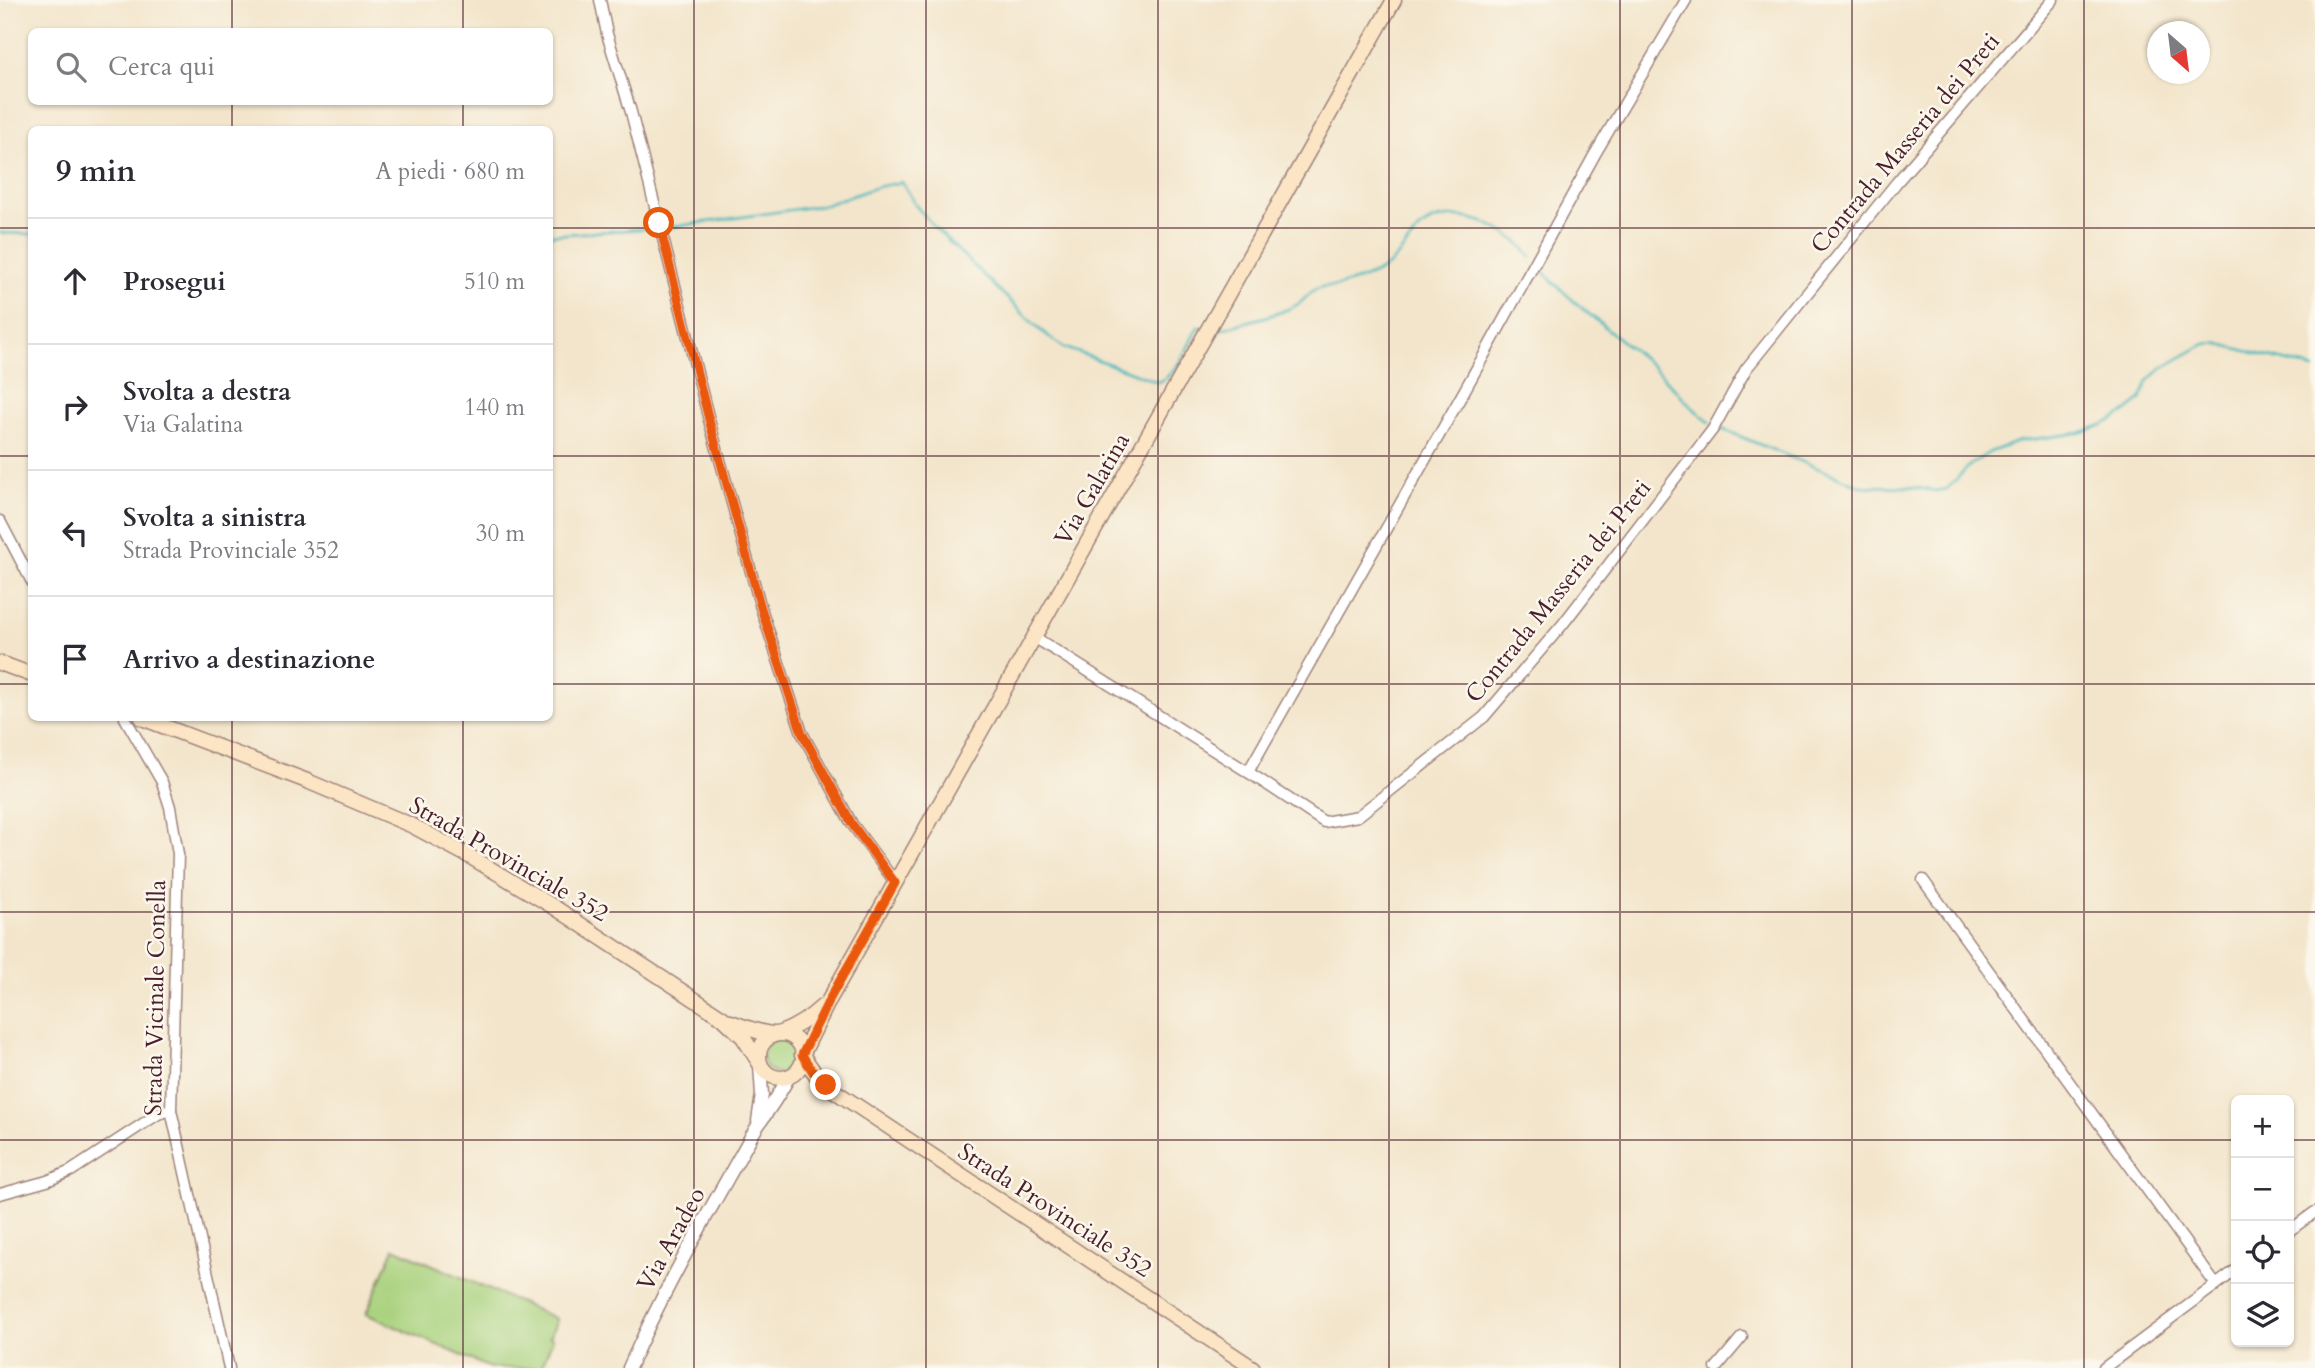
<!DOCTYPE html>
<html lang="it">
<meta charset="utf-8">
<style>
body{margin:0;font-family:Cardo,serif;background:#f7f7f7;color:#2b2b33}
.controls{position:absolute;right:21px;bottom:21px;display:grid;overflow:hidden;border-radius:10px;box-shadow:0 2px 5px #0004}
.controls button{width:63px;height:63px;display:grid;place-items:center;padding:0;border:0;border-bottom:2px solid #e1e1e2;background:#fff;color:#2b2b33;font:35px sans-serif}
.compass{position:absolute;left:2147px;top:21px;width:63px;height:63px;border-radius:50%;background:#fff;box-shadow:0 2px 5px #0004;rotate:152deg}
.stop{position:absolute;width:21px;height:21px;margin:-16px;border:5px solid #ea580c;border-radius:50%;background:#fff}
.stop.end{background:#ea580c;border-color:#fff;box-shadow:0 2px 7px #0008}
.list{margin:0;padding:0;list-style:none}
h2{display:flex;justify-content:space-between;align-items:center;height:91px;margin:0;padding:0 28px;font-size:30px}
h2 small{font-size:23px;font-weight:400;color:#7c7c81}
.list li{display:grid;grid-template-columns:46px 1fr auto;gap:21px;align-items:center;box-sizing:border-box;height:126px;padding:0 28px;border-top:2px solid #e1e1e2}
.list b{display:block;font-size:26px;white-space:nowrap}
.list p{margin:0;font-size:23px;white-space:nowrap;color:#7c7c81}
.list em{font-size:23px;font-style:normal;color:#7c7c81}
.icon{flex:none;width:38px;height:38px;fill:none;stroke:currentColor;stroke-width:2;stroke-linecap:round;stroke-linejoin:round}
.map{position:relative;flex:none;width:2315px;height:1368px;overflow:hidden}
.search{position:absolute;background:#fff;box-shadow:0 2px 5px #0004;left:28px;top:28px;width:525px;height:77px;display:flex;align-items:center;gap:18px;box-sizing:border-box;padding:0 24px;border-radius:10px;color:#7c7c81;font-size:26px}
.panel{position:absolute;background:#fff;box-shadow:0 2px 5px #0004;left:28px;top:126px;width:525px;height:595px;border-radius:10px}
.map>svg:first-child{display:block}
</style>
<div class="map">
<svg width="2315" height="1368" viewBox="0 0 2315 1368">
<rect width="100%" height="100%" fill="#fbf7ec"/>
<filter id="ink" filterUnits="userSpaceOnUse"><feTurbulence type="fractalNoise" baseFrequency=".0143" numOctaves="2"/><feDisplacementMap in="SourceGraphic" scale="14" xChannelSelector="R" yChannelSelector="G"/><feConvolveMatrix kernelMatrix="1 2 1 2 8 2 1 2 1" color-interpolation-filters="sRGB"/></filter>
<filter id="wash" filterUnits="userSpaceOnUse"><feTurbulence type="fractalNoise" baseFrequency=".00686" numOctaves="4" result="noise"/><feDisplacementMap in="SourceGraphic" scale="28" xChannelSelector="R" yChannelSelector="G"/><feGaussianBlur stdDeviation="1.57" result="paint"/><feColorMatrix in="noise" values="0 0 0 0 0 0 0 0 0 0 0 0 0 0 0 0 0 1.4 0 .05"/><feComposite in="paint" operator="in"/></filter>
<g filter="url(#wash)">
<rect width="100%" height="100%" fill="#f3e5cb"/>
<g fill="#a8d17d" stroke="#797854" stroke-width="2">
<circle cx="781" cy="1056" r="18"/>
<polygon points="394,1248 557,1319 550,1337 553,1338 541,1368 490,1368 366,1314"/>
</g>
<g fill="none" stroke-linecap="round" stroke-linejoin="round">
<g stroke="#49b8be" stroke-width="2.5">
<path d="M665,228L825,205L877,187L902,182L917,207L936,229L1040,330L1063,347L1158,382C1178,375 1188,345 1198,327L1204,328"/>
<polyline points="0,233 32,234"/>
<polyline points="550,235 658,228"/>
<path d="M1539,267C1573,305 1615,333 1653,367C1673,385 1689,408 1711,423"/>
<path d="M1214,330H1219C1239,323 1261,319 1281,312C1287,310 1295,306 1300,303C1307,297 1312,289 1322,287C1327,286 1332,287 1338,286C1353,282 1374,276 1387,266C1408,251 1414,222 1442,218C1474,212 1513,232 1531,257"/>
<polyline points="1722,429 1861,486 1911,487 1936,491 1947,489 1970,465 1990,452 2020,441 2079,433 2103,425 2123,414 2141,400 2148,381 2162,368 2205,344 2216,343 2315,369"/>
</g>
</g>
</g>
<g filter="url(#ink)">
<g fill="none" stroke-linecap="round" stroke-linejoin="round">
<g stroke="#9e827b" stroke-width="13">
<g id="minor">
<polyline points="600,0 607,34 631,112 709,420 761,608 802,733 852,824 895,882"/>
<polyline points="1686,0 1595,154 1467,386 1248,772 1324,822 1358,816 1484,717 1563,624 1713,429 1746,369 1897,182 2053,0"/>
<polyline points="0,521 32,582"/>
<polyline points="1034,637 1248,772"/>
<polyline points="125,718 162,782 170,807 178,854 171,1110 229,1368"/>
<polyline points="1923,880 2216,1285"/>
<polyline points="0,1194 47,1181 71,1171 158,1114 171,1110"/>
<polyline points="2289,1231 2315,1212"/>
<polyline points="1716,1368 1742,1337"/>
<polyline points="2104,1368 2236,1270"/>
</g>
</g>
<g stroke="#9e827b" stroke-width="15">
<g id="tertiary">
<polyline points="758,1121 762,1095 760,1064"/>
<path d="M629,1368C664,1288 709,1212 752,1135C764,1115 779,1097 789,1076"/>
</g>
</g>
<g stroke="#9e827b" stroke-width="17">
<g id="secondary">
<polyline points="0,663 32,675"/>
<polyline points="142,718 307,781 413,826 469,856 554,907 723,1018 743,1037 760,1064"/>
<path d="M731,1022C741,1026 771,1037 780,1033C795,1028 811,1017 823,1006"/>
<circle cx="781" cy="1056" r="22"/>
<polyline points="1253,1368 833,1090 819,1079 802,1055 829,1000 1394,0"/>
</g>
</g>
<use href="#minor" stroke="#fff" stroke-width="10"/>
<use href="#tertiary" stroke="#fff" stroke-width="12"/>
<use href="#secondary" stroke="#fce5c4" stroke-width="14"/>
</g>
</g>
<g fill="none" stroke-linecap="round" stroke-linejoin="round" filter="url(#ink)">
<polyline stroke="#ea580c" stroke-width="9" points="659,223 709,420 761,608 802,733 852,824 895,883 829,1000 802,1055 813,1072 826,1085"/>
</g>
<path fill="none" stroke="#4a1f2b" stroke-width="2" stroke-opacity="0.55" d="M232,0V32M463,0V32M694,0V1368M926,0V1368M1158,0V1368M1389,0V1368M1620,0V1368M1852,0V1368M2084,0V1368M232,102V130M463,102V130M0,228H32M550,228H2315M0,456H32M550,456H2315M0,684H32M550,684H2315M232,718V1368M463,718V1368M0,912H2315M0,1140H2236M2289,1140H2315"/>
<g text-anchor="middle" stroke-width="5" stroke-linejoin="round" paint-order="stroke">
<g font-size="24" fill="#4a1f2b" stroke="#fbf7ec">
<text transform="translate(1905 143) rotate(-50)" y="8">Contrada Masseria dei Preti</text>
<text transform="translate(1092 489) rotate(-60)" y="8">Via Galatina</text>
<text transform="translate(1558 591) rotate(-51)" y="8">Contrada Masseria dei Preti</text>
<text transform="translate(509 859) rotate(30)" y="8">Strada Provinciale 352</text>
<text transform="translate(155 998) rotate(-89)" y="8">Strada Vicinale Conella</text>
<text transform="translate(1055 1210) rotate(33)" y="8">Strada Provinciale 352</text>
<text transform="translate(671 1239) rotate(-61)" y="8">Via Aradeo</text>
</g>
</g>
</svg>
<div class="controls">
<button>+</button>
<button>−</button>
<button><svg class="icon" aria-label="locate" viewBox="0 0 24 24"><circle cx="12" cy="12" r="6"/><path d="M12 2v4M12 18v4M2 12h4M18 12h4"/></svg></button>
<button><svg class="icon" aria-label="layers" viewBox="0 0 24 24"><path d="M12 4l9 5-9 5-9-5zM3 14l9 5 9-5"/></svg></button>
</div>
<svg class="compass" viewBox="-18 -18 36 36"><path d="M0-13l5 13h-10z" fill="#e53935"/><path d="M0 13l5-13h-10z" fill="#7c7c81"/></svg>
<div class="stop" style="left:659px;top:223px"></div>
<div class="stop end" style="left:826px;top:1085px"></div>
<div class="search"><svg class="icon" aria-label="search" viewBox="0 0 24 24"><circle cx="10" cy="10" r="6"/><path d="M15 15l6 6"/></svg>Cerca qui</div>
<section class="panel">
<h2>9 min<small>A piedi · 680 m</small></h2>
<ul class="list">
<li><svg class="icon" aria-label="ahead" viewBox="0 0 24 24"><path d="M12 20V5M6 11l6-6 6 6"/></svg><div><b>Prosegui</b></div><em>510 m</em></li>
<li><svg class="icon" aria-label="right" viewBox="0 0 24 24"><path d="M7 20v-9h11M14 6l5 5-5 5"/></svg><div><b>Svolta a destra</b><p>Via Galatina</p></div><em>140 m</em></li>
<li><svg class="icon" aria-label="left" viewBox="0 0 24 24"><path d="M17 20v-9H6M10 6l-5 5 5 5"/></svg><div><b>Svolta a sinistra</b><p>Strada Provinciale 352</p></div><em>30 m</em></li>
<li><svg class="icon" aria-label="arrive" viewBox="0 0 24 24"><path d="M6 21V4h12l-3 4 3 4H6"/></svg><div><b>Arrivo a destinazione</b></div></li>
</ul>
</section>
</div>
# # # # #
■ Work instruction
Which lines of the data contain the string "white"? Copy each of them.

■ Answer to this exercise
.list b{display:block;font-size:26px;white-space:nowrap}
.list p{margin:0;font-size:23px;white-space:nowrap;color:#7c7c81}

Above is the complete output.